FLAD (a Federated Learning approach to DDoS Attack Detection) is an adaptive Federated Learning (FL) approach for training feed-forward neural networks, that implements a mechanism to monitor the classification accuracy of the global model on the clients’ validations sets, without requiring any exchange of data. Thanks to this mechanism, FLAD can estimate the performance of the aggregated model and dynamically tune the FL process by assigning more computation to those clients whose attacks profiles are harder to learn.
More details on the architecture of FLAD and its performance in terms of detection accuracy and execution time are available in the following research paper:
Roberto Doriguzzi-Corin, Domenico Siracusa, "FLAD: Adaptive Federated Learning for DDoS attack detection", in Computers & Security, Volume 137, 2024, doi: 10.1016/j.cose.2023.103597
The code with all the experiments presented in the paper is available in branch flad-paper-evaluation.
The current FLAD's Framework is implemented in Python v3.X (with X>=9) and tested with Keras and Tensorflow 2.16.1. It inherits the traffic pre-processing tool from the LUCID project (https://github.com/doriguzzi/lucid-ddos), implemented in Python v3.9 with the support of Numpy and Pyshark libraries.
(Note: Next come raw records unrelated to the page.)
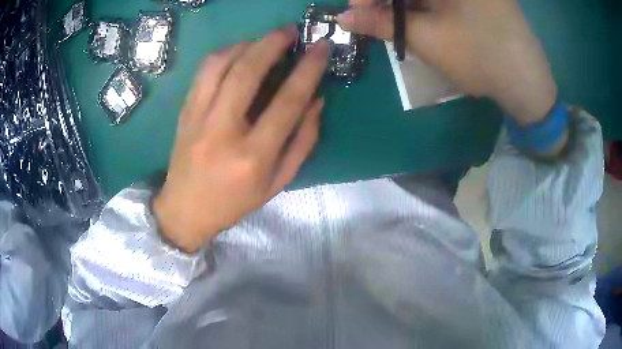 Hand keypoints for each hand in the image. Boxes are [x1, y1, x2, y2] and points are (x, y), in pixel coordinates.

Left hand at [153, 26, 329, 252]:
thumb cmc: (235, 202)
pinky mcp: (184, 112)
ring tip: (264, 40)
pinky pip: (203, 72)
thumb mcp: (278, 182)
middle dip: (273, 43)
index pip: (288, 101)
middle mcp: (223, 131)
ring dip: (246, 44)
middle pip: (248, 72)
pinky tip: (238, 52)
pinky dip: (223, 54)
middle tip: (290, 30)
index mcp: (253, 155)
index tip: (321, 47)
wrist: (185, 209)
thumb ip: (303, 141)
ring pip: (220, 65)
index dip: (308, 69)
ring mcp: (198, 118)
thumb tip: (317, 100)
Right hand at [338, 0, 557, 125]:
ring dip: (404, 5)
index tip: (354, 9)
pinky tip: (414, 19)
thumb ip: (383, 23)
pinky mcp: (478, 0)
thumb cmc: (481, 59)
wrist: (527, 86)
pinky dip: (423, 7)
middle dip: (388, 1)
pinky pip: (441, 0)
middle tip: (369, 17)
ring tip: (390, 22)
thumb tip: (344, 17)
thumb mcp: (429, 39) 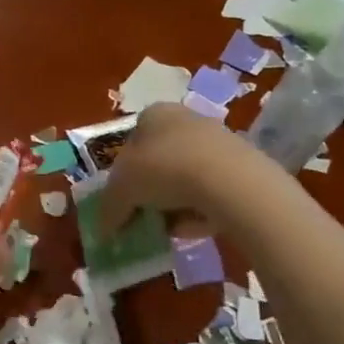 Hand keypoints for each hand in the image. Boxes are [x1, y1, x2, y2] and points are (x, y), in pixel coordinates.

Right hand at [96, 103, 266, 233]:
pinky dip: (198, 210)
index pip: (131, 141)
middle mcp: (185, 120)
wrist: (229, 181)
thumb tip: (103, 229)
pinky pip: (209, 192)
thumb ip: (109, 208)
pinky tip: (193, 227)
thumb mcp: (121, 190)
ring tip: (167, 227)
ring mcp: (217, 142)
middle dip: (149, 190)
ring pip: (184, 177)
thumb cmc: (164, 170)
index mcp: (153, 114)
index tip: (121, 200)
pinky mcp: (240, 168)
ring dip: (173, 203)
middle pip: (159, 159)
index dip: (122, 172)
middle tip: (141, 215) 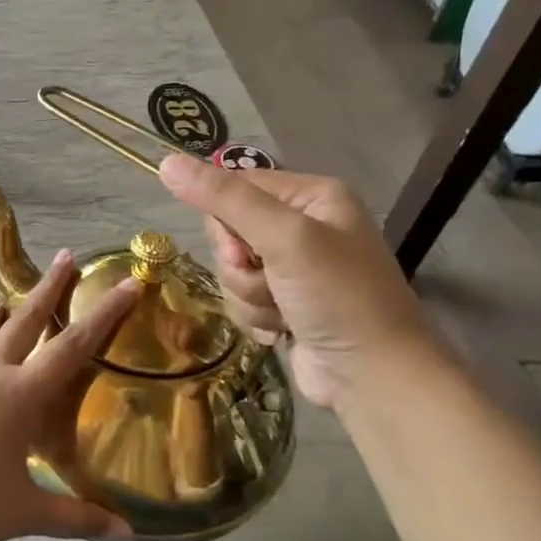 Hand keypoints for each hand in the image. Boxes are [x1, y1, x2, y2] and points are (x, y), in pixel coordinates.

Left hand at [0, 249, 138, 540]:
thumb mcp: (25, 513)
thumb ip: (76, 517)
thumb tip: (127, 533)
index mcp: (19, 395)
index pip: (72, 346)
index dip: (103, 315)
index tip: (125, 285)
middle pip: (25, 320)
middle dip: (49, 287)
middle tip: (67, 256)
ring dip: (4, 311)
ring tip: (8, 295)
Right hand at [157, 153, 437, 409]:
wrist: (374, 378)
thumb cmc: (338, 297)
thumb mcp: (283, 238)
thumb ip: (224, 199)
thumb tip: (166, 162)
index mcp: (312, 196)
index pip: (235, 186)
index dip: (226, 221)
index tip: (245, 250)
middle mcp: (303, 225)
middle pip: (229, 231)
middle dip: (240, 266)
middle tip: (270, 282)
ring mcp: (295, 267)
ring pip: (232, 269)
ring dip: (248, 295)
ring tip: (282, 312)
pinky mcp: (285, 302)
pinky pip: (242, 296)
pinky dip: (255, 315)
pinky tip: (282, 329) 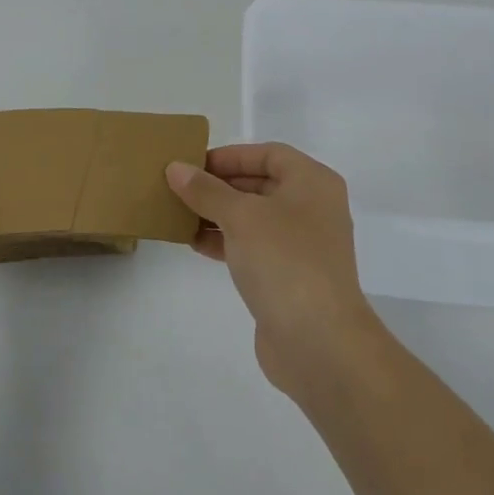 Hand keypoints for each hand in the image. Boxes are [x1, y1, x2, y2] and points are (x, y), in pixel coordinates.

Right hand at [167, 143, 379, 395]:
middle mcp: (312, 208)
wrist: (318, 340)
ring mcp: (303, 245)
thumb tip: (176, 168)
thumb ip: (206, 190)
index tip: (193, 164)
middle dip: (219, 186)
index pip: (269, 154)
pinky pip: (253, 247)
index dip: (230, 155)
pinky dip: (226, 241)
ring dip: (218, 214)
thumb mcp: (240, 216)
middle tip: (179, 188)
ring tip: (179, 214)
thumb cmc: (284, 260)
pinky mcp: (290, 277)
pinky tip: (195, 244)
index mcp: (312, 183)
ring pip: (254, 218)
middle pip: (261, 184) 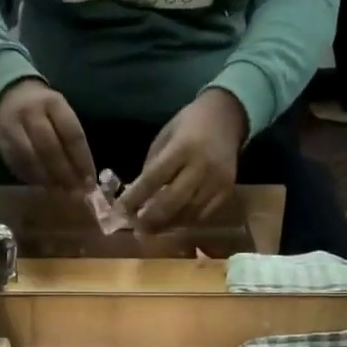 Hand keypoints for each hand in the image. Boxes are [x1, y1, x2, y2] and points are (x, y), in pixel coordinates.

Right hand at [0, 79, 96, 190]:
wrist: (10, 96)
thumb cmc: (44, 110)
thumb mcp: (60, 114)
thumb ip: (71, 140)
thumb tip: (84, 177)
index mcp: (53, 103)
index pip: (71, 134)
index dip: (82, 161)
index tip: (90, 182)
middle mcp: (31, 113)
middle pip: (50, 148)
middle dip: (64, 173)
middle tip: (75, 193)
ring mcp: (12, 127)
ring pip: (30, 158)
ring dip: (47, 180)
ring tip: (60, 194)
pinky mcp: (0, 141)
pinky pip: (17, 163)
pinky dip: (32, 178)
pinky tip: (43, 188)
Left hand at [118, 89, 246, 233]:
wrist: (227, 117)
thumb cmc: (188, 126)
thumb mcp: (164, 139)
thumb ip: (151, 168)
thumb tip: (136, 199)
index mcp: (181, 148)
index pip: (152, 180)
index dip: (133, 199)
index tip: (119, 212)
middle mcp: (201, 167)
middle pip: (171, 203)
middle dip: (150, 220)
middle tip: (136, 229)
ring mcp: (217, 182)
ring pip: (187, 214)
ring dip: (166, 225)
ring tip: (151, 229)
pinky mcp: (227, 192)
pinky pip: (203, 216)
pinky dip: (185, 222)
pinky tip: (172, 222) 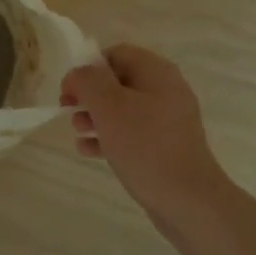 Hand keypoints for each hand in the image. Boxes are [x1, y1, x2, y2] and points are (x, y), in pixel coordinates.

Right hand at [60, 45, 226, 219]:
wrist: (188, 200)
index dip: (88, 66)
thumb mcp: (109, 106)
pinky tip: (88, 150)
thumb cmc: (145, 146)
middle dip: (90, 94)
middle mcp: (166, 91)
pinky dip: (109, 136)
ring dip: (96, 115)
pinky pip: (132, 133)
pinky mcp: (165, 147)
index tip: (69, 88)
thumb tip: (79, 73)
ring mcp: (168, 121)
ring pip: (123, 108)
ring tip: (76, 130)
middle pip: (118, 81)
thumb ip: (88, 81)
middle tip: (67, 109)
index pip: (116, 53)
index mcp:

FLAD requires the installation of a number of Python tools and libraries. This can be done by using the conda
software environment (https://docs.conda.io/projects/conda/en/latest/).
We suggest the installation of miniconda
, a light version of conda
. miniconda
is available for MS Windows, MacOSX and Linux and can be installed by following the guidelines available at https://docs.conda.io/en/latest/miniconda.html#.
Execute one of the following commands (based on your operating system) and follow the on-screen instructions:
bash Miniconda3-latest-Linux-x86_64.sh (on Linux operating systems)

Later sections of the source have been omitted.